We know that successful prosecutions of police officers are incredibly rare, even when the evidence against them is strong. The recent acquittal of riot officer Delroy Smellie was hardly a complete surprise, although the decision of the main witness Nicola Fisher not to give evidence made this almost a certainty from the start (incidentally, imagine if we all gave up on the pursuit of justice, however unlikely it may be to achieve, in exchange for selling a story to a national newspaper for £26,000? There would be no campaigns, no scrutiny and the police would be able to act with even greater impunity than they do now.)

It may therefore seem understandable that the Director of Public Prosecutions, Keir Starmer, wants to be well prepared before making an announcement, but it is difficult not to see his actions as anything other than following the pattern of so many other custody death cases I have been involved with over the last decade. The long delay leaves the family, their legal team and supporters in limbo, fearful of saying anything that may been seen as prejudicial to any potential prosecution, whilst allowing other investigations into the conduct of the police on 1 April last year to effectively write Ian Tomlinson's death out of the narrative. It now seems unlikely that a potentially controversial decision will be made until after the general election.

It was good to see that so many people, including those whom activists have had some disagreements with in the past like the Green Party's Jenny Jones (who sits on the Metropolitan Police Authority), insinctively understood the importance of standing in solidarity with the Tomlinson family on this most difficult of days. Respect to all of them for doing so. The only real frustration this week was with one organisation, who shall remain nameless, that kept wanting to make changes to the joint letter, eventually agreed to the initial text and then threw a strop because their director's name was used without specific permission. It was just so inappropriate and so different from the generosity of the support offered by others - somehow, I don't think we'll be asking for their help again.

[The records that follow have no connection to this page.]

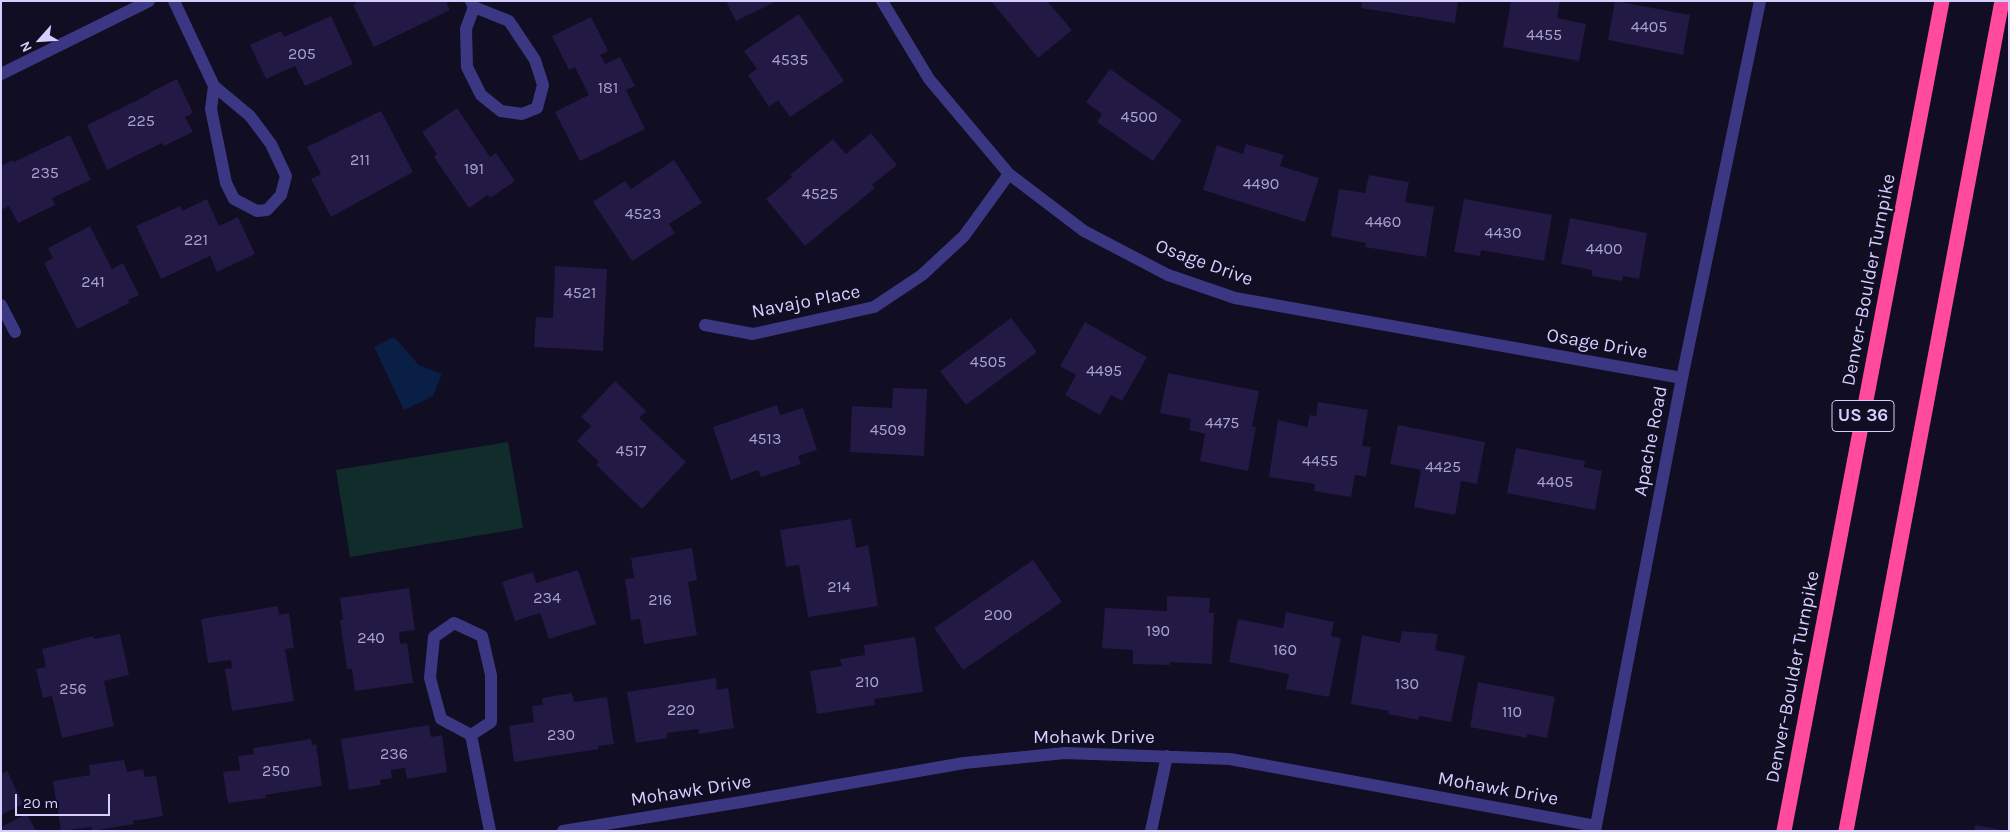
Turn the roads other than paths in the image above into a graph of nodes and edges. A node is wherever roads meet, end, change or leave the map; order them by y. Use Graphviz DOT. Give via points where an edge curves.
graph roads {
  1 [pos="149,1"];
  2 [pos="174,1"];
  3 [pos="882,1"];
  4 [pos="1760,1"];
  5 [pos="1942,1"];
  6 [pos="2002,1"];
  7 [pos="473,4"];
  8 [pos="1,74"];
  9 [pos="214,86"];
  10 [pos="1009,174"];
  11 [pos="1,305"];
  12 [pos="705,326"];
  13 [pos="15,332"];
  14 [pos="1682,378"];
  15 [pos="471,735"];
  16 [pos="1167,756"];
  17 [pos="1595,829"];
  18 [pos="490,831"];
  19 [pos="563,831"];
  20 [pos="1151,831"];
  21 [pos="1784,831"];
  22 [pos="1846,831"];
  1 -- 8 [label="street"];
  2 -- 9 [label="street"];
  3 -- 10 [label="street, Osage Drive" via="929,79"];
  4 -- 14 [label="street, Apache Road"];
  5 -- 21 [label="highway, Denver–Boulder Turnpike / US 36"];
  6 -- 22 [label="highway, US 36"];
  7 -- 7 [label="street" via="509,21 535,60 543,85 537,108 522,114 501,111 481,95 467,67 466,29"];
  9 -- 9 [label="street" via="250,116 271,144 286,176 281,195 267,210 257,211 234,199 226,183 210,109"];
  10 -- 12 [label="street, Navajo Place" via="964,236 922,275 874,307 753,334"];
  10 -- 14 [label="street, Osage Drive" via="1084,231 1168,275 1235,298"];
  11 -- 13 [label="street"];
  14 -- 17 [label="street, Apache Road"];
  15 -- 15 [label="street" via="491,722 491,675 482,636 454,623 434,637 430,678 441,719"];
  15 -- 18 [label="street"];
  16 -- 17 [label="street, Mohawk Drive" via="1230,759"];
  16 -- 19 [label="street, Mohawk Drive" via="1065,753 964,763"];
  16 -- 20 [label="street"];
}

The same solidarity demonstrated on the Guardian letters page was shown by all those who attended yesterday's vigil and weren't there as part of the scrum of photographers. But it was weird being back in the city and standing on Cornhill a year on. It was so quiet - completely different from the excitement and expectation of the same time last year. That there was no return by anti-capitalist campaigners weeks before the election, supposedly the big political event of the year, highlights how much of the anger against the banks has dissipated, turning to cynicism or even despair over the last twelve months. The bankers are back receiving their obscene bonuses whilst every mainstream political party argues that ordinary people, especially those working in the public sector, must suffer for the disaster that the banks created. And it feels as if there is nothing we can do.

So no justice for us - and still no justice for the Tomlinsons. But if the Director of Public Prosecutions does the unthinkable and refuses to press charges, I can't see them reaching for the PR services of Max Clifford and giving up on the search for justice. From experience, I know that waiting twelve months for answers is just the beginning - and that Ian's family will need the generosity, solidarity and support shown yesterday on many more occasions in the coming year.